Skocz do zawartości
Forum

bagi

Użytkownik
  • Postów

    0
  • Dołączył

  • Ostatnia wizyta

    nigdy

Odpowiedzi opublikowane przez bagi

  1. pasia ale masz śliczniusią Córeczkę a jaka już duża...ile już waży? super że potrafi już chwytać zabawki - chyba będę mojemu Misiowi też uporczywie wkładać zabawki do rączek :) może w końcu zaczai o co w tym chodzi :)
    od wczoraj tak się rozgadał że mi to ze szczęścia normalnie łzy w oczach stoją jak Go tak najdzie i sobie gaworzy a ile sam z tego ma wtedy radości - uśmiech od ucha do ucha :)
    ehhh słodziaki te nasze dzieciaki :) co byśmy bez Nich zrobiły :) pozdrawiamy cieplutko!!!

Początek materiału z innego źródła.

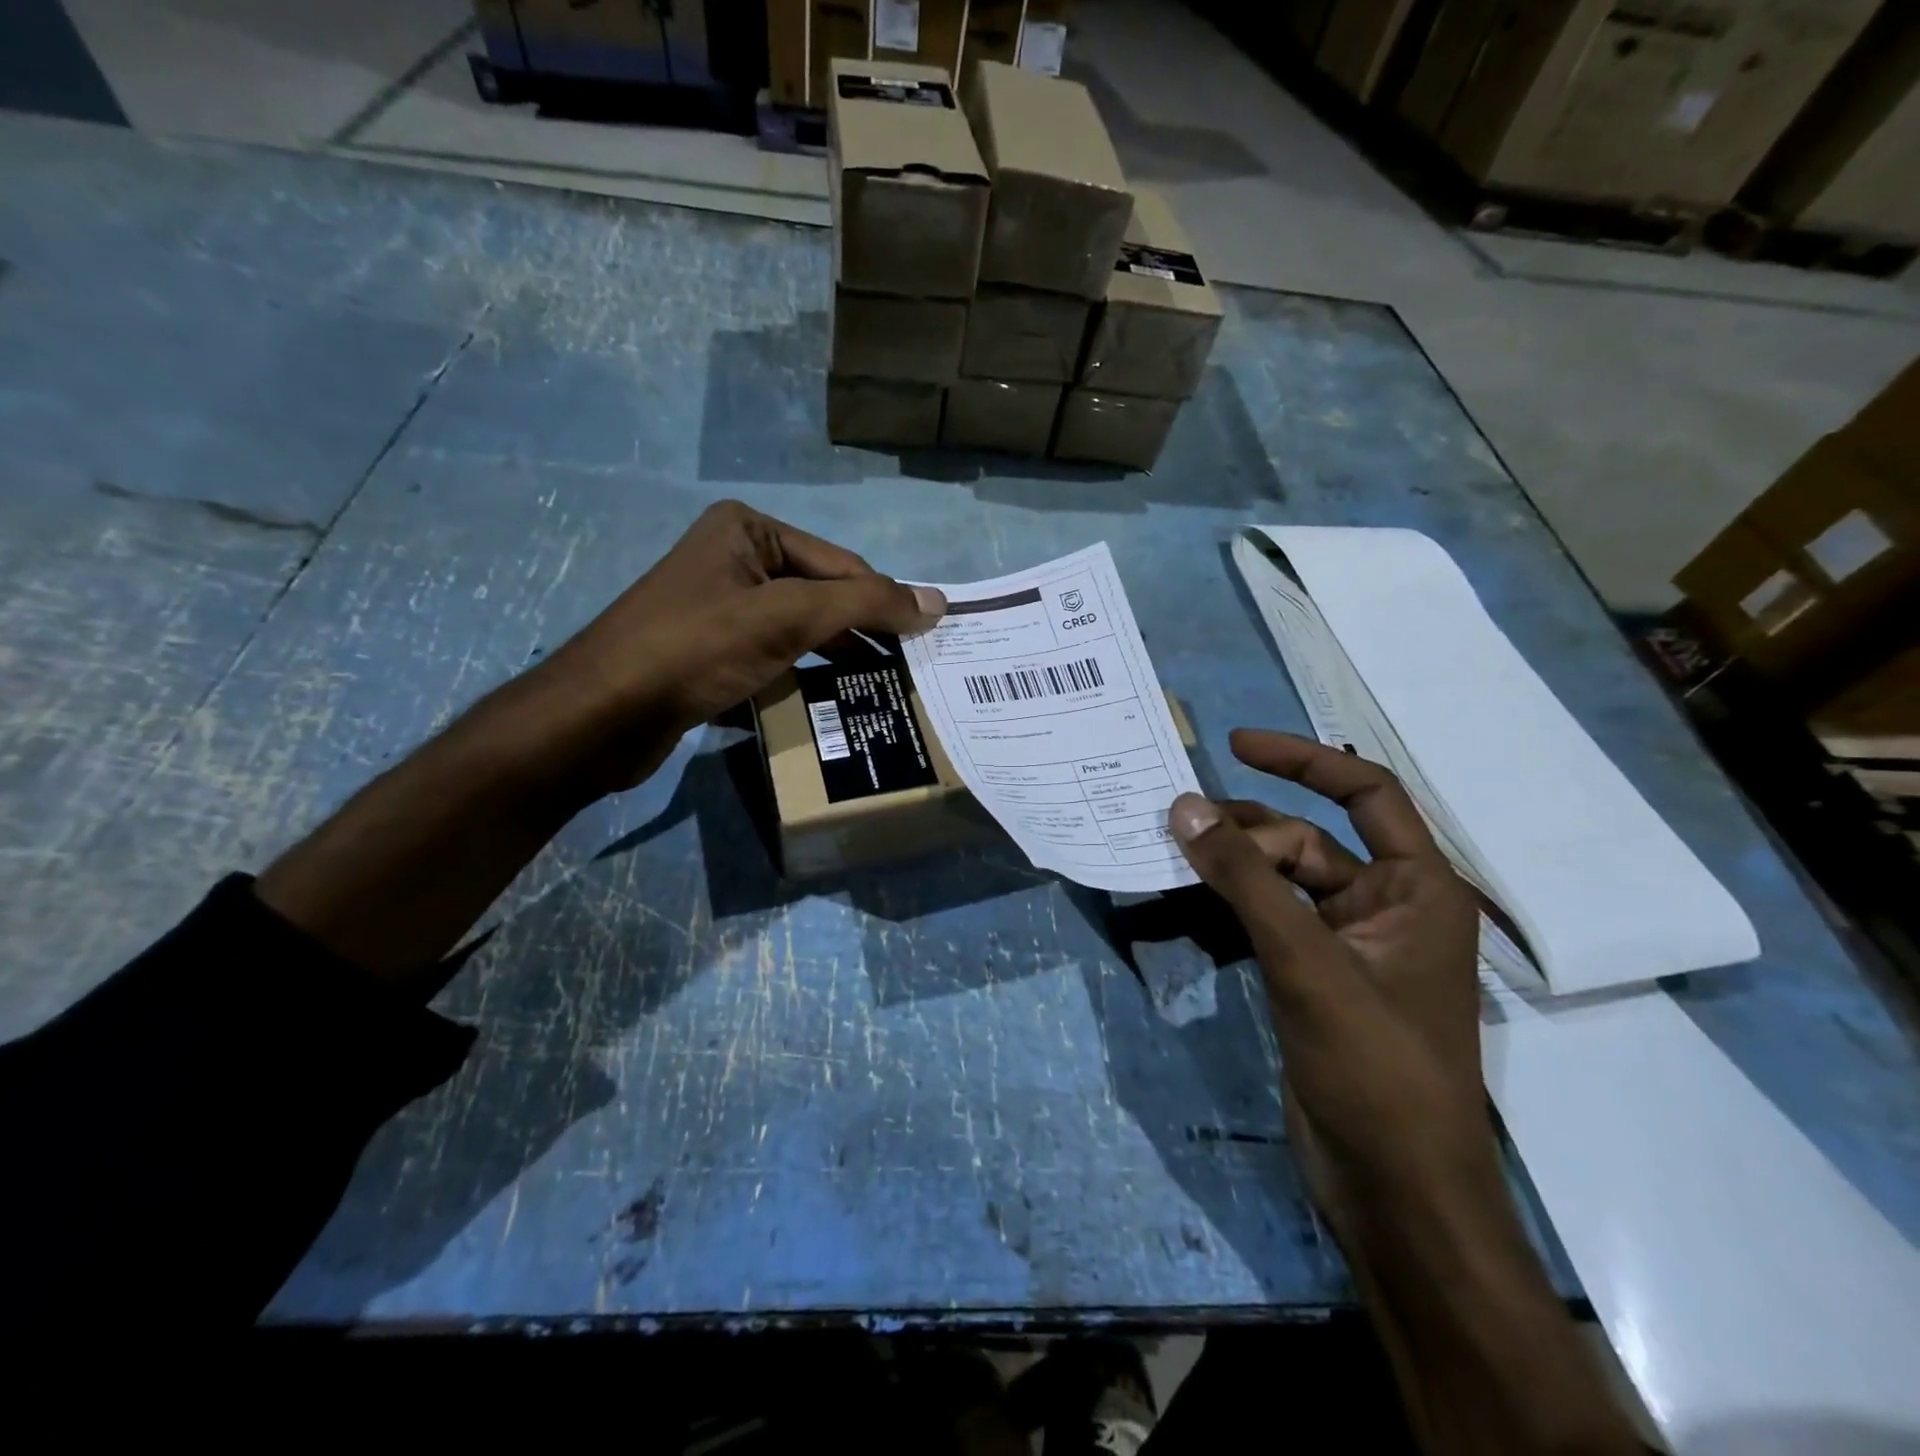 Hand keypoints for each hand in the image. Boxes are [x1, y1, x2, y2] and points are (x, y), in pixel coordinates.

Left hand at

  2. justine i pasia - DUŻO zdrówko dla pociech!!! oby szybko wyzdrowiały!
    majka - odnośnie miejsca po szczepieniu - to ja też byłam wystraszona i pytałam o to położnej - powiedziała że jeśli tylko nie sączy się z tego ropa to jest normalne - gdyby się sączyła trzeba podejść do lekarza.
    Mam do Was pytanie - czy Wasze dzieciaczki trzymają już w rączkach zabawki? gdzieś wyczytałam że Mój Misio (ma teraz 12 tydzień) powinien trzymać i troche się martwie bo jak mu w rączkę wkładam grzechotke to On jeszcze nie jest świadomy tego... póki co jest na etapie oglądania swoich rączek, trącania rączkami zabawek nad wózkiem i wkładaniem rączek do buzi....a jak u Was to wygląda?

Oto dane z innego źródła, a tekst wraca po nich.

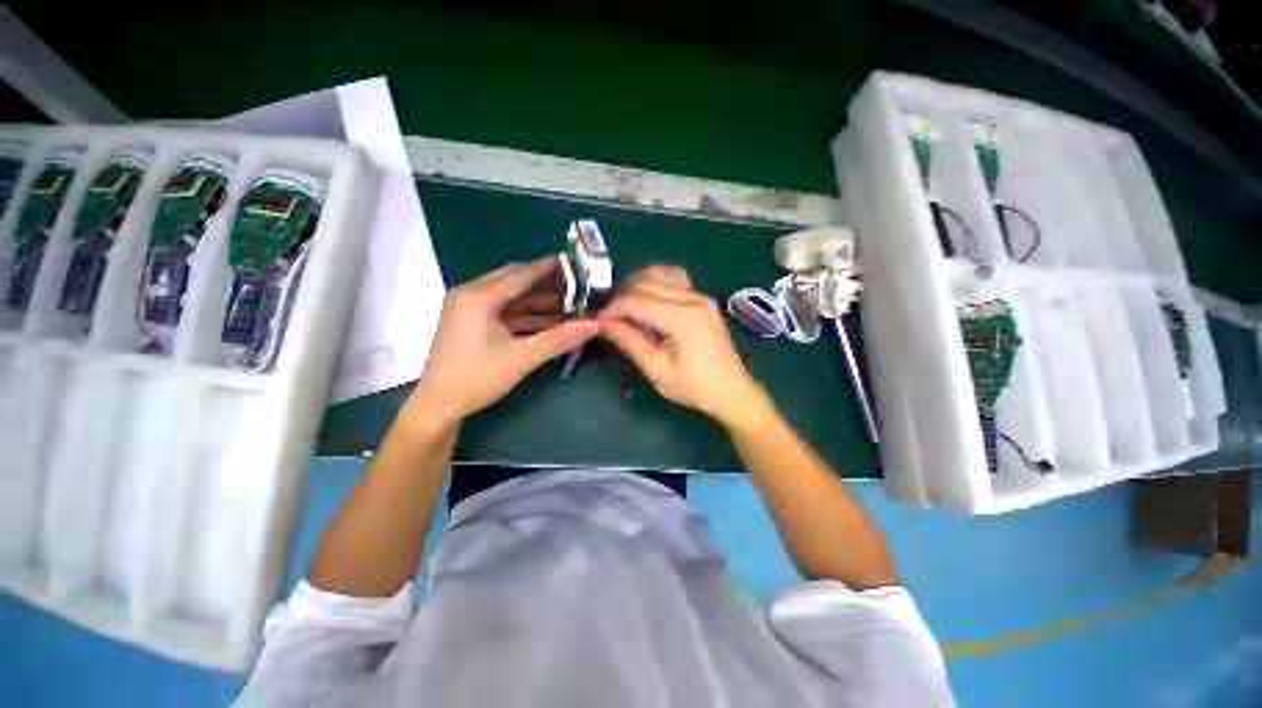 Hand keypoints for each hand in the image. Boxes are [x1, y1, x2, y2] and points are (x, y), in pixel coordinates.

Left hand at [410, 256, 598, 423]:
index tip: (573, 262)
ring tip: (569, 307)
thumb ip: (559, 339)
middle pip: (515, 281)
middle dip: (546, 284)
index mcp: (479, 296)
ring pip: (511, 299)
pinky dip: (526, 317)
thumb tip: (594, 325)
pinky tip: (549, 323)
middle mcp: (472, 295)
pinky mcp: (472, 324)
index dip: (549, 267)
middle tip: (575, 286)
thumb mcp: (522, 357)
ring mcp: (470, 310)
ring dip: (538, 304)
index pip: (521, 274)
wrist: (439, 406)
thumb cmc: (477, 377)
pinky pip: (504, 313)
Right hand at [597, 265, 766, 425]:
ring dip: (637, 284)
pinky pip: (675, 278)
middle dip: (621, 297)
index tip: (598, 321)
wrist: (732, 391)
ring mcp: (700, 296)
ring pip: (660, 273)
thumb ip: (629, 341)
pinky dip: (656, 281)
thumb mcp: (657, 369)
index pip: (635, 301)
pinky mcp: (703, 299)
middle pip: (645, 283)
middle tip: (608, 317)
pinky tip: (647, 296)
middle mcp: (692, 299)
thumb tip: (603, 324)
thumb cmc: (694, 386)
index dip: (612, 309)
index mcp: (681, 318)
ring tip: (624, 305)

  3. wiecie co - to narzekanie chyba u mnie też trochę pomogło. Wczoraj cały dzień był jakiś taki miły - nie kłóciliśmy się co się ostatnio rzadko zdarzało żeby się o coś nie posprzeczać....
    rano tylko siłą go z łóżka ściągnęłam ale później już było ok i nawet wieczorem tak mi się zasnęło, że jak Misio się obudził o 23:30 to bez gadania dał mu butelke i nawet mi powiedział - nie wstawaj, odpocznij - ja się nim zajmę....naprawdę aż miło...
    co do mleka - to ja odciągam swoje mleko i podaje mu z butli + na wieczór 2 razy dokarmiam bebilonem HA.
    mojego potrafi zjeść 140 i mu mało a modyfikowanego różnie - zależy chyba od tego jaki jest głodny - czasem 120 mu starczy a kiedyś nawet 150 zjadł - więc hmm może nie jest tak źle bo się martwiłam że to dużo za dużo jak na niego ale niebawem (26.04) kończy 3m-ce wiec chyba jest ok. W piątek byliśmy na usg główki i na szczęście wszystko w porządku i ważymy już 5740g - Mój Mały Wielki Człowieczek!!! pamiętam że na początki jak wróciłam do domu byłam tym wszystkim strasznie przerażona, czułam taki hmm jakby strach... a teraz nie raz patrze na Synusia i łzy w oczach ze szczęścia mi stają - nie potrafiłabym już żyć bez Niego, a te uśmiechy i guganie - normalnie bajka! :) żeby jeszcze Ci nasi faceci się poprawili...ehhh - u mnie jakby było tak jak wczoraj - to byłabym przeszczęśliwa - tylko boje się że to tylko chwilowa poprawa :(

  4. majka - tak to już jest z tymi chłopami :( my jeszcze jesteśmy przed ślubem ale odkąd się Mały urodził to mnie jego zachowanie drażni! Wszystko musze mu mówić - nic sam nie zrobi - zero inicjatywy. Tyle razy się już ostatnio pokłóciliśmy że zaczynam się zastanawiać czy warto brać ten ślub.... Ja lubie w domu porządek a jemu nie zależy - może być syf jak nie wiem i go to nie rusza :( tydzień temu jak robiliśmy chrzciny a robiliśmy je w domu to w czwartek, piątek i sobote byłam już od 6 na nogach - starałąm się żeby wszystko to jakoś wyszło a On w sobote (bo w sobote był chrzest) do południa w najlepsze sobie śpi bo jest tak zmęczony i nie wyspany....a mi kurde wszyscy w domu pomagają jak mogą żeby się wyrobić a ten śpi....myślałam że mnie rozniesie...z soboty na niedziele spałam może 3h bo jak goście poszli to chciałam posprzątać a wiadome jak przy dziecku - trzeba było wstać i się Nim zająć, a On oczywiście całą niedziele przespał wiec się do niego nie odzywałam to pretensje miał że go na obiad nie obudziłam - jakby cholerka nie wiedział kiedy jest pora obiadowa....ehh także niestety u mnie też kolorowo nie jest :( dlatego troche mnie pocieszyłyście że nie tylko ja nie mam takie fajnej pomocy od drugiej połówki. Zazdroszcze dziewczynom które takie wsparcie mają bo to naprawde ważne - niewiecie nawet jakie skarby macie w domu :) ehhh przepraszam że się tak rozpisałam ale chciałam się wyżalić...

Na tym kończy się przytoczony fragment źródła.